Records for the exercise:
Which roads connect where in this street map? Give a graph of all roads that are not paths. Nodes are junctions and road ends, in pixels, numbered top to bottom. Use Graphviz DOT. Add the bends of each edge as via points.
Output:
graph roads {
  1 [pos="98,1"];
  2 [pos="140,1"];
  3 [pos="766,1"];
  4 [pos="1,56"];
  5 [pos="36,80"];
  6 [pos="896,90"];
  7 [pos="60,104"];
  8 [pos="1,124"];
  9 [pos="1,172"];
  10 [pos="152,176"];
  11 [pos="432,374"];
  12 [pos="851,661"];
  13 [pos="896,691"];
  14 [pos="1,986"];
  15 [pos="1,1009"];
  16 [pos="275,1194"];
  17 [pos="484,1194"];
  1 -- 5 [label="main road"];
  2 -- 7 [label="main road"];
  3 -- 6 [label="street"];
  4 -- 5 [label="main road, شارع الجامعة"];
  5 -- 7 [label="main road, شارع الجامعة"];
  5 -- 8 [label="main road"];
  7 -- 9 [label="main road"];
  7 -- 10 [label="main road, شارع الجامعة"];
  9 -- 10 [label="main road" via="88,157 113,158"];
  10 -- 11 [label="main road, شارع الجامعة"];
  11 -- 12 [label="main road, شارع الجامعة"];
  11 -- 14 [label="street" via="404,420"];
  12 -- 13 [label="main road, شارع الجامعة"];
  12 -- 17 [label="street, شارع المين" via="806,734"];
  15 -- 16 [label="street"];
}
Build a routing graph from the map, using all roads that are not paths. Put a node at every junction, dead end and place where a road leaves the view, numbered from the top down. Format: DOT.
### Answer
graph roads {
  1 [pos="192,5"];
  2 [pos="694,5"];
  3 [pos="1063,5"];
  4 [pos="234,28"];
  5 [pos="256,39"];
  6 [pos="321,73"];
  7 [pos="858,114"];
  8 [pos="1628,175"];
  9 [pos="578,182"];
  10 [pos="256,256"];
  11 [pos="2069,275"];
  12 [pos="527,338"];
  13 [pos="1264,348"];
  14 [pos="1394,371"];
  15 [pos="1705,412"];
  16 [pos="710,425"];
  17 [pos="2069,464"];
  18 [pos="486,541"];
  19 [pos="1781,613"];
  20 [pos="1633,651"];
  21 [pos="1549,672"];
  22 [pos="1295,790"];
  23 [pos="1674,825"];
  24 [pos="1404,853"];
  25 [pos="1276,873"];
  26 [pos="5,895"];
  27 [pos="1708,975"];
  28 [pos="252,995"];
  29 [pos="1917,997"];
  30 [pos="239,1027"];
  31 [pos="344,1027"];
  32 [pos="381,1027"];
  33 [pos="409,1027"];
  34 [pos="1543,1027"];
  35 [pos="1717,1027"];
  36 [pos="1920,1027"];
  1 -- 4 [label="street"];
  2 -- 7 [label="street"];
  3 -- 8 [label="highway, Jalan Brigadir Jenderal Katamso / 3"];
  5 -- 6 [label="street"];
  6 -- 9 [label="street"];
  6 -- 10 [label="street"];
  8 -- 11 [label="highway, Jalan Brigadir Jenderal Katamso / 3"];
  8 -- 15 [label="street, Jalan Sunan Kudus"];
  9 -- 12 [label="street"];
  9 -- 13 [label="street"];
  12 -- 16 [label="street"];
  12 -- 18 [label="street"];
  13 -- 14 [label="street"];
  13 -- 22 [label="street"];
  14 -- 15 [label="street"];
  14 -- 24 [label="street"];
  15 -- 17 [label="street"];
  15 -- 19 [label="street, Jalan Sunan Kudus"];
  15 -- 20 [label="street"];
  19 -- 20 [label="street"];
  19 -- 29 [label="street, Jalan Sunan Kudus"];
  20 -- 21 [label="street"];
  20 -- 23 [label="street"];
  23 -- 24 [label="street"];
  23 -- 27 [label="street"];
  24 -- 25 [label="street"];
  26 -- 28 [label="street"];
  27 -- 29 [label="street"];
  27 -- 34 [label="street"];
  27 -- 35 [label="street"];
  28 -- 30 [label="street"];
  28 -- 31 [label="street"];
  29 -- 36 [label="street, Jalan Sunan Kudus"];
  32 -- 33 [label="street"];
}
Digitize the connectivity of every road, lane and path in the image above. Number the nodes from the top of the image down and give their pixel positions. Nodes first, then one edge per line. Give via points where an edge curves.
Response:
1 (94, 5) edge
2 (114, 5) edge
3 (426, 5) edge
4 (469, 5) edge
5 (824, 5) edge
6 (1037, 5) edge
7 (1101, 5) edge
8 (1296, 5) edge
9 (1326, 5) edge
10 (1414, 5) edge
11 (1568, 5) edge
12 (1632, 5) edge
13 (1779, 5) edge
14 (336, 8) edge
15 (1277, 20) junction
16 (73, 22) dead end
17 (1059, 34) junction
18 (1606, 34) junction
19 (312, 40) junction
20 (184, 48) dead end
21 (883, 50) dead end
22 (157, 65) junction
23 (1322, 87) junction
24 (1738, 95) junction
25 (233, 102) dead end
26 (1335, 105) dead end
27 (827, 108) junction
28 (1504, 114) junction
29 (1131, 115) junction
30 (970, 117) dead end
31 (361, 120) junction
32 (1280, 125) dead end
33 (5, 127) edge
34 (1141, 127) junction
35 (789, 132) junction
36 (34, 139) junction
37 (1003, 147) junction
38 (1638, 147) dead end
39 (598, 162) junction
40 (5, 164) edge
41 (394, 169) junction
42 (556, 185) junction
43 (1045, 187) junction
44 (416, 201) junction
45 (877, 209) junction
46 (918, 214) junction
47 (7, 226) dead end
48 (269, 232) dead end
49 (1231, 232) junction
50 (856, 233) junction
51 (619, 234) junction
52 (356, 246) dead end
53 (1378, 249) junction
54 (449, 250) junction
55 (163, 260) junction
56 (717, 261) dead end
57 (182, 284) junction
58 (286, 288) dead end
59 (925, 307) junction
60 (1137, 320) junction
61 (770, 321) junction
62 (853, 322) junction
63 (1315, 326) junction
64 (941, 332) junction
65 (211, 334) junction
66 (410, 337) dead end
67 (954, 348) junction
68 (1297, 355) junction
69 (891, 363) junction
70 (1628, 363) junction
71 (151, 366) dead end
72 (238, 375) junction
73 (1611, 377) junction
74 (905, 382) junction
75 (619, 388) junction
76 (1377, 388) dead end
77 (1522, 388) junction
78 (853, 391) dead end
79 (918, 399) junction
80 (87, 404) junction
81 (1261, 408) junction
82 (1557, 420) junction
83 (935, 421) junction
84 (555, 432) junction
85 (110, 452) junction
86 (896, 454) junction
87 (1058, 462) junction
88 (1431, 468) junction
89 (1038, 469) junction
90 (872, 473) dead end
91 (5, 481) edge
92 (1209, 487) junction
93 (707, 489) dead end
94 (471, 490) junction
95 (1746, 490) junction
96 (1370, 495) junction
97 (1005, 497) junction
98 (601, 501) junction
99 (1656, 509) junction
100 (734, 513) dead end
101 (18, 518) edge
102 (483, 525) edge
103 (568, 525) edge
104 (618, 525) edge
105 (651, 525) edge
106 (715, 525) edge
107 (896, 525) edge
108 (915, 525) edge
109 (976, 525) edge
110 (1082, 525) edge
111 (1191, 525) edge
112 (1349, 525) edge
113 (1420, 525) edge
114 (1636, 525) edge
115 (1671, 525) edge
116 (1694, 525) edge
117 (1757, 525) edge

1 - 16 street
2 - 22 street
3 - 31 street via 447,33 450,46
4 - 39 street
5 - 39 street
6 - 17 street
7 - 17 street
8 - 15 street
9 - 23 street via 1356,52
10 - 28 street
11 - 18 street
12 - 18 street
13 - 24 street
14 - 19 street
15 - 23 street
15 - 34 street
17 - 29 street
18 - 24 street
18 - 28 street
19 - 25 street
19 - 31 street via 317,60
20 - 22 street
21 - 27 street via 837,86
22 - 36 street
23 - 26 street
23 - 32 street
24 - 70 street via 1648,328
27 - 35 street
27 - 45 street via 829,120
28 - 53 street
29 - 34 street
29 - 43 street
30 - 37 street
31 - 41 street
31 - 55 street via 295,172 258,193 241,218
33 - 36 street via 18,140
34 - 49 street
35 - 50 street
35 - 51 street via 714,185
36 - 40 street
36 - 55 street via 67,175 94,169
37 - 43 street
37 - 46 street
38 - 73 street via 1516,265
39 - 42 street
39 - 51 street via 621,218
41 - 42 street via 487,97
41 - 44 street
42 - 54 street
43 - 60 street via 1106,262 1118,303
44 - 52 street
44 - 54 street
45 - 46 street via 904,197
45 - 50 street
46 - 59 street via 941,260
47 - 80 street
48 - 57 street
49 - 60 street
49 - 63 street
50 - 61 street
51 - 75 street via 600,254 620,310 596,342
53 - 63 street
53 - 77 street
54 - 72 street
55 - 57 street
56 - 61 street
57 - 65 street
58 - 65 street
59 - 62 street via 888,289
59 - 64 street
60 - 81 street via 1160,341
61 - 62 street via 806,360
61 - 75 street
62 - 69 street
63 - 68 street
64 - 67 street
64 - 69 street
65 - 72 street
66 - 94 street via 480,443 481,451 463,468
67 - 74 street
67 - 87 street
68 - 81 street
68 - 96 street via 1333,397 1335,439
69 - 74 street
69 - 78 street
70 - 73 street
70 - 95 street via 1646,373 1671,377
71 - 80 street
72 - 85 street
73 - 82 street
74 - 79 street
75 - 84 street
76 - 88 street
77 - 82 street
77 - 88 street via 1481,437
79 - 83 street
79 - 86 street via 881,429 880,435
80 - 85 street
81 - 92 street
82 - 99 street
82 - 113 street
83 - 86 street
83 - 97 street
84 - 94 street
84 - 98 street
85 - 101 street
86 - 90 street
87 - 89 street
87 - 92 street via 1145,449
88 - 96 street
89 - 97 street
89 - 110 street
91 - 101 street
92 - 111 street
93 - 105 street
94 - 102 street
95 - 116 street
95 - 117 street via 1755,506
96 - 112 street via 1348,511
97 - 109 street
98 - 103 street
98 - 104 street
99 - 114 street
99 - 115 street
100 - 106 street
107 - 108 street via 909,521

What you will do: Scan the lines above for the word "highway" and copy every one where it occurs.

Final answer:
  3 -- 8 [label="highway, Jalan Brigadir Jenderal Katamso / 3"];
  8 -- 11 [label="highway, Jalan Brigadir Jenderal Katamso / 3"];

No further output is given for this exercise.